## THE TASK
Could you please output all of the data exactly, without the images?

─── RECORDS PROVIDED

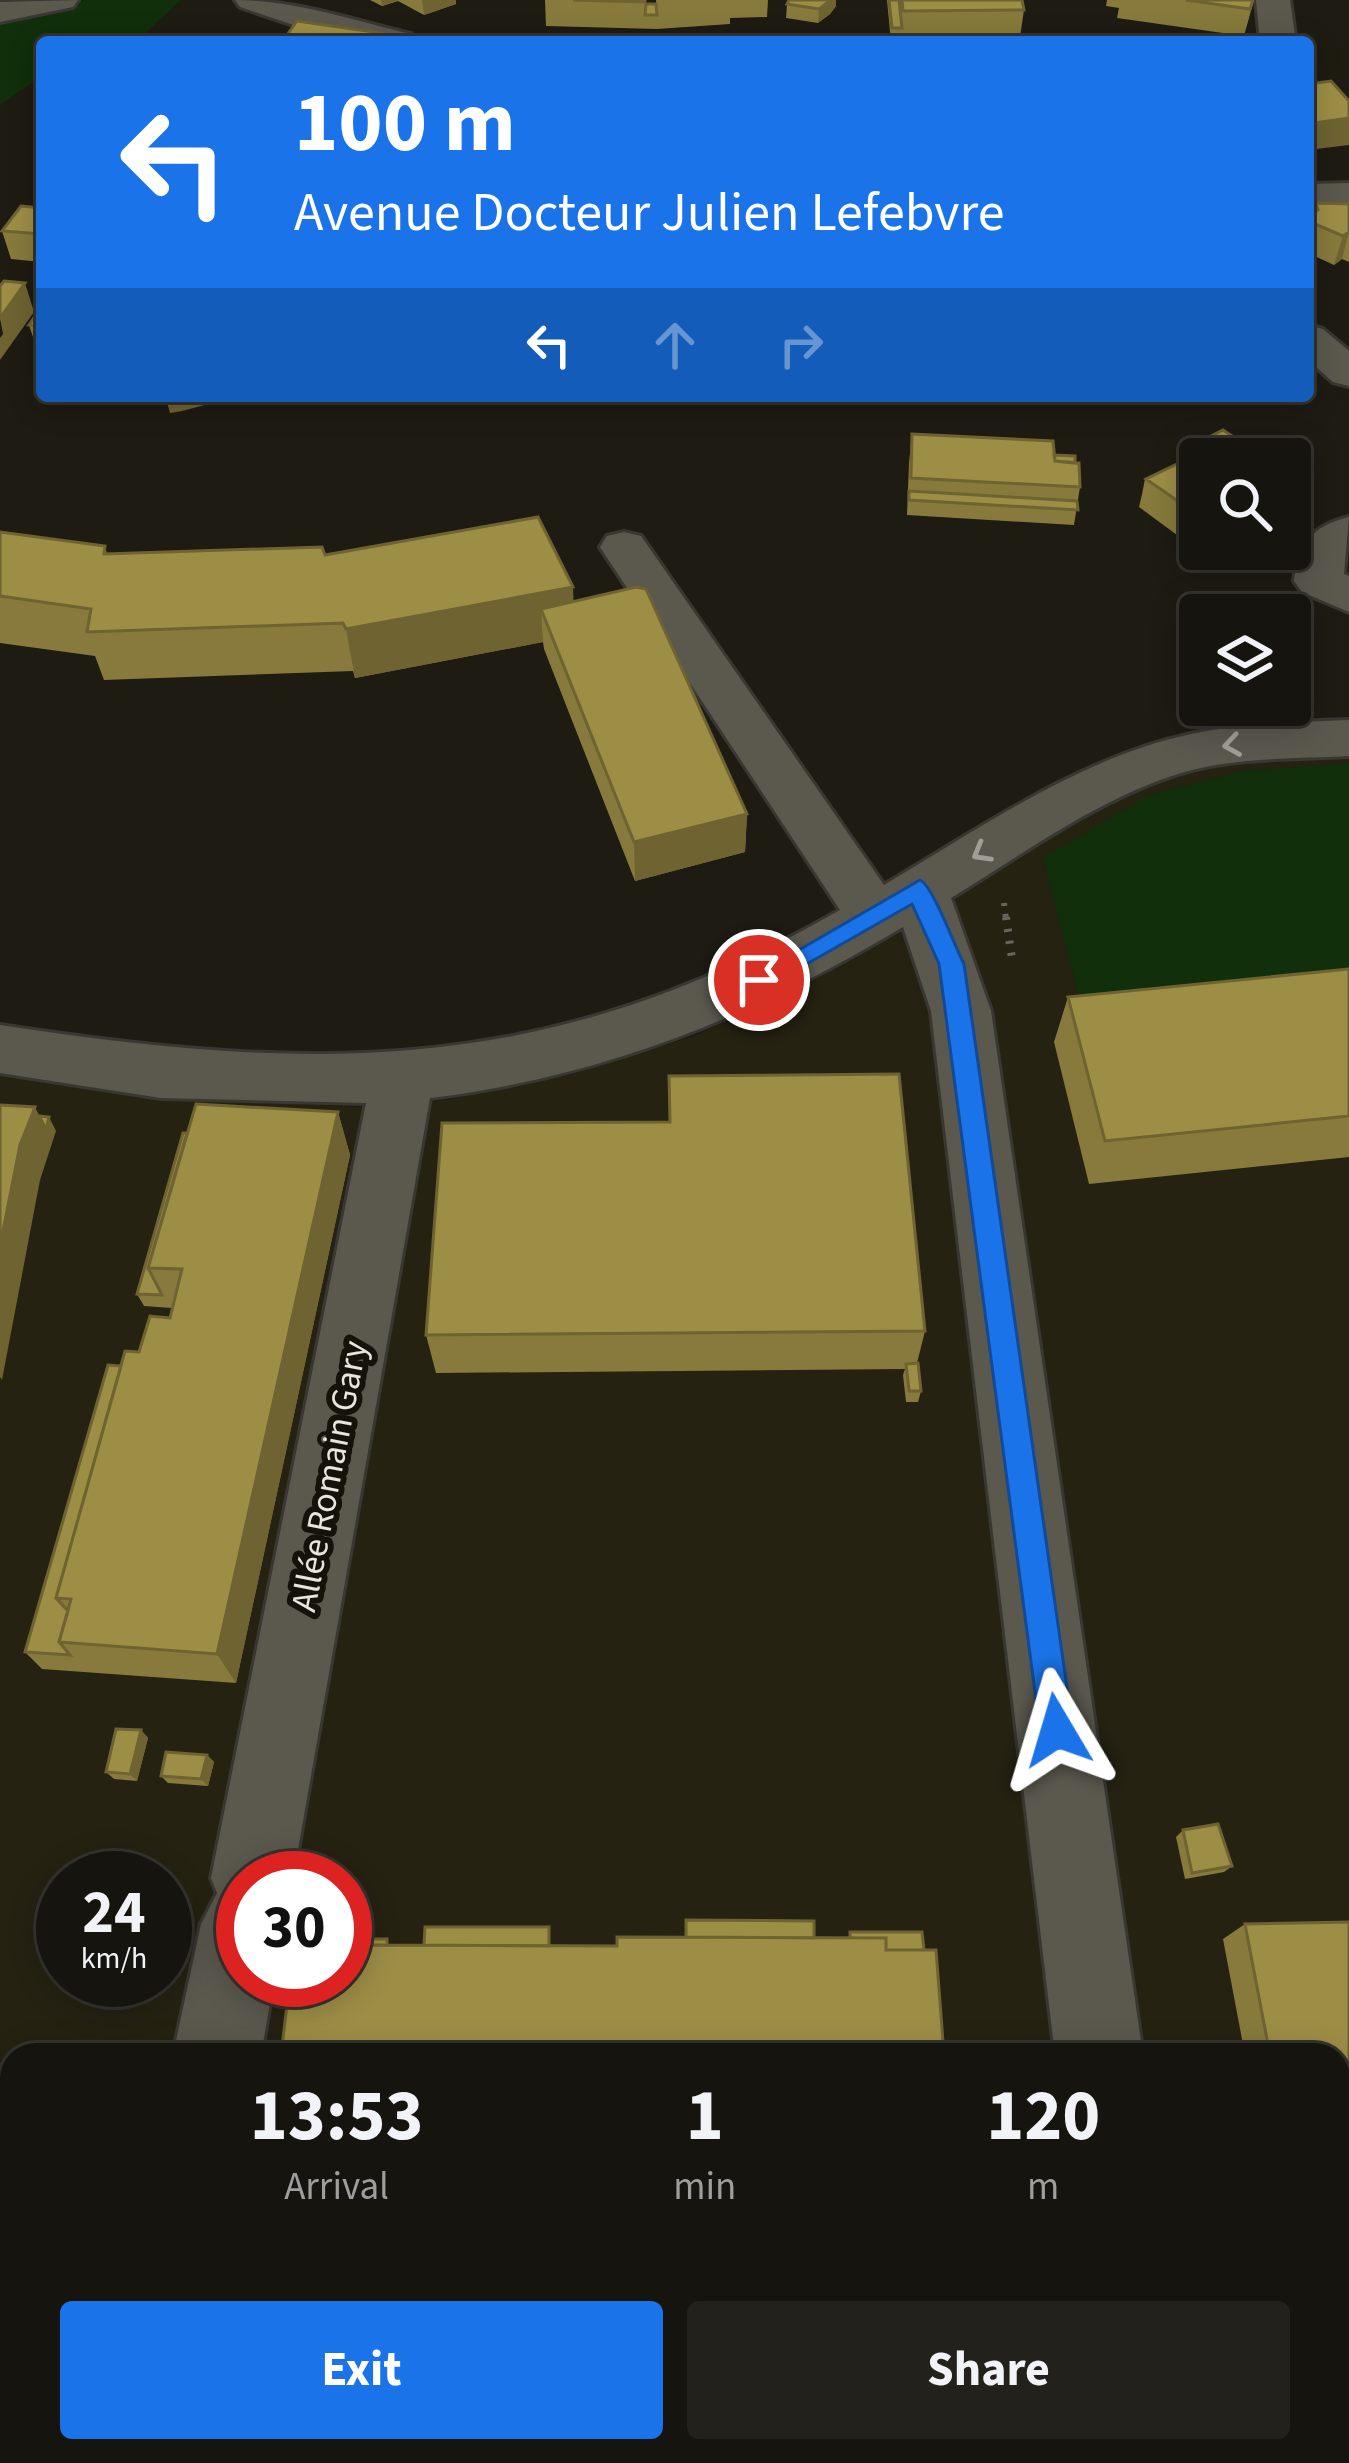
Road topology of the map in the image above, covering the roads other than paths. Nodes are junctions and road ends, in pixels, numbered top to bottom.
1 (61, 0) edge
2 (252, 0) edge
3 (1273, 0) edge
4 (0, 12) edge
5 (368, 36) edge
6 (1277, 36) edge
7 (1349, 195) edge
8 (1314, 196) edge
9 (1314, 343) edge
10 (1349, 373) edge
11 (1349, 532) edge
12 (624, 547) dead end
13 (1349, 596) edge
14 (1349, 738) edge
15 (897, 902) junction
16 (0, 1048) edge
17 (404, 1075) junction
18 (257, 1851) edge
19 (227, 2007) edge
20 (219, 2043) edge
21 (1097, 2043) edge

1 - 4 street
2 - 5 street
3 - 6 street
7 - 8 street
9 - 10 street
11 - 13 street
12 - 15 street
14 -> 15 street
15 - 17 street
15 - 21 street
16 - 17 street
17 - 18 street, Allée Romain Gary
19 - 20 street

──────

## SOLUTION FOR THIS PROBLEM
Road topology of the map in the image above, covering the roads other than paths. Nodes are junctions and road ends, in pixels, numbered top to bottom.
1 (61, 0) edge
2 (252, 0) edge
3 (1273, 0) edge
4 (0, 12) edge
5 (368, 36) edge
6 (1277, 36) edge
7 (1349, 195) edge
8 (1314, 196) edge
9 (1314, 343) edge
10 (1349, 373) edge
11 (1349, 532) edge
12 (624, 547) dead end
13 (1349, 596) edge
14 (1349, 738) edge
15 (897, 902) junction
16 (0, 1048) edge
17 (404, 1075) junction
18 (257, 1851) edge
19 (227, 2007) edge
20 (219, 2043) edge
21 (1097, 2043) edge

1 - 4 street
2 - 5 street
3 - 6 street
7 - 8 street
9 - 10 street
11 - 13 street
12 - 15 street
14 -> 15 street
15 - 17 street
15 - 21 street
16 - 17 street
17 - 18 street, Allée Romain Gary
19 - 20 street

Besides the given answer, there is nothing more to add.